Rafael foi o primeiro a perder a voz. Os olhos quase saltando do rosto.
— C-como assim… três dados?! Como isso foi parar aí dentro?!
Soltei um leve sorriso de deboche.
Com a técnica certa… e força suficiente… um dado pode ser partido em dois.
E foi exatamente isso que eu fiz.
Agora… o resultado estava diante deles.
Treze pontos.
Meus olhos estavam completamente lúcidos.
O rubor no rosto ainda existia, mas não havia mais nenhum traço de embriaguez em mim.
— Treze pontos.
Minha voz saiu calma, firme.
— Apostaram… agora arquem com isso.
— Vocês perderam.
Desde o momento em que me sentei naquela mesa… eu já não pensava mais em voltar atrás.
Eu dei muitas chances a Leonardo.
Mas ele escolheu… uma e outra vez… aquela “melhor amiga”.
Me deixou para trás.
E hoje, casou com ela na minha frente, permitiu que ela me humilhasse, pisasse em tudo que eu valorizava.
Então…
esse final… é exatamente o que ele merece.
No fim das contas, isso aqui era só um jogo de dados.
Quando eu dominava as mesas de Macau, essas pessoas nem sabiam contar pontos direito.
Eu já vivi o suficiente, já brinquei o suficiente com o mundo…
E só depois decidi voltar, ser a “boa garota”.
Queria passar a vida ao lado de Leonardo.

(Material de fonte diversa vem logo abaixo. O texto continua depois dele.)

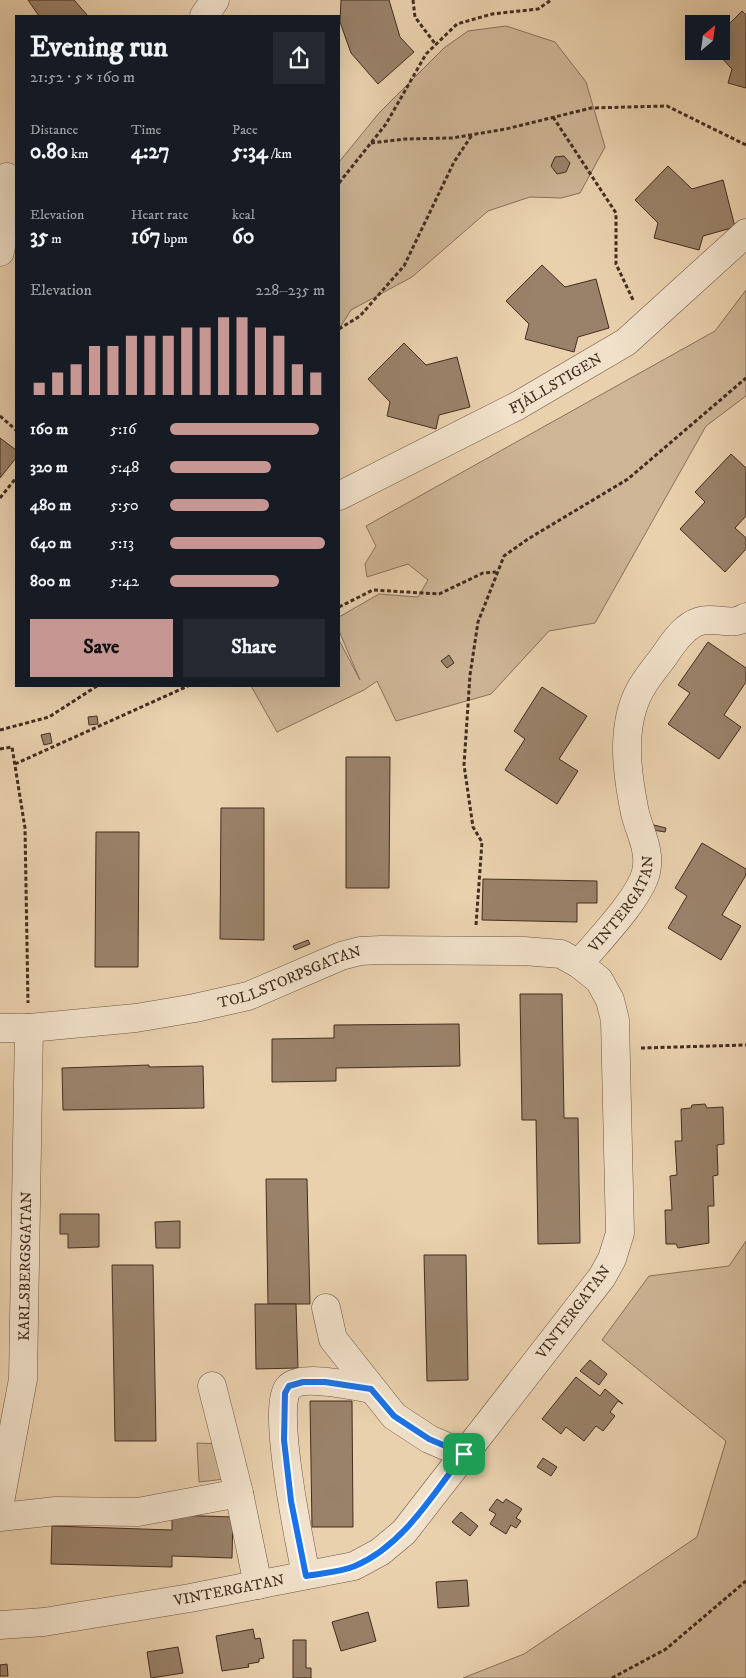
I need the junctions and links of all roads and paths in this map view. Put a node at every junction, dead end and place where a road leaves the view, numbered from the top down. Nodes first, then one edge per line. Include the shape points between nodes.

Mas chegar até aqui… foi consequência das escolhas deles.
De repente, Leonardo empurrou Camila para longe.
Deu um passo à frente e ficou encarando fixamente os três dados.
Depois levantou a cabeça, me olhando com intensidade.
— Bella… você…
Camila finalmente pareceu acordar de um pesadelo.
Os olhos vermelhos de desespero, ela avançou em minha direção, tentando me atacar:
— Isabella! Sua vadia! Você armou tudo isso! Devolve o que é nosso!
Eu apenas me desviei com facilidade.
Ela tropeçou, quase caiu, completamente descomposta.
— Senhorita Duarte… mantenha a compostura.
Ajustei calmamente minha roupa, ainda levemente desalinhada.
Minha voz era fria, distante.
— Numa mesa de jogo, cada um responde pelas próprias habilidades.
— Quando eu perdi pra você… não fiz esse escândalo.
Não olhei mais para aquela cena patética.
Virei-me para o advogado e os assistentes, ainda atônitos.
— De acordo com o contrato, o resultado já está definido.
— Providenciem imediatamente a transferência dos bens.
Fiz uma breve pausa.
— O que eu perdi antes… considerem como lixo jogado fora.
— Mas tudo o que o senhor Farias e a senhorita Duarte apostaram…
Ergui levemente o olhar.
— Quero os documentos iniciais de transferência prontos antes do amanhecer.
O advogado finalmente reagiu.
— Sim, senhorita. Vamos tratar disso imediatamente.
— Isabella…
A voz de Leonardo estava rouca.
Seus olhos, vermelhos.
— Você… já tinha planejado tudo isso? Você tava me enganando esse tempo todo?
Soltei um leve riso.
— Enganar?
Olhei para ele, calma.
— Leonardo… comparado a você e sua “melhor amiga” registrando casamento na minha frente…
— comparado a você permitindo que ela me provocasse, que pisasse nas coisas que eu mais prezava…
— comparado ao jogo que vocês montaram hoje, esperando me ver perder tudo…
Inclinei levemente a cabeça.
— isso aqui é só… autoproteção.
— Eu nunca planejei contra ninguém.
— Foram vocês que me deixaram sentar nessa mesa.
— Foram vocês… que empurraram todas as fichas para mim.
Minha voz desceu, fria e definitiva:
— Apostou… aguenta.
Sem esperar resposta, virei-me e fui embora.
Atrás de mim, ecoavam os gritos histéricos de Camila, misturados ao burburinho chocado de todos ao redor.
Respirei fundo.
Endireitei a postura.
Leonardo Farias.
Camila Duarte.
O jogo acabou.
E a consequência… estava apenas começando.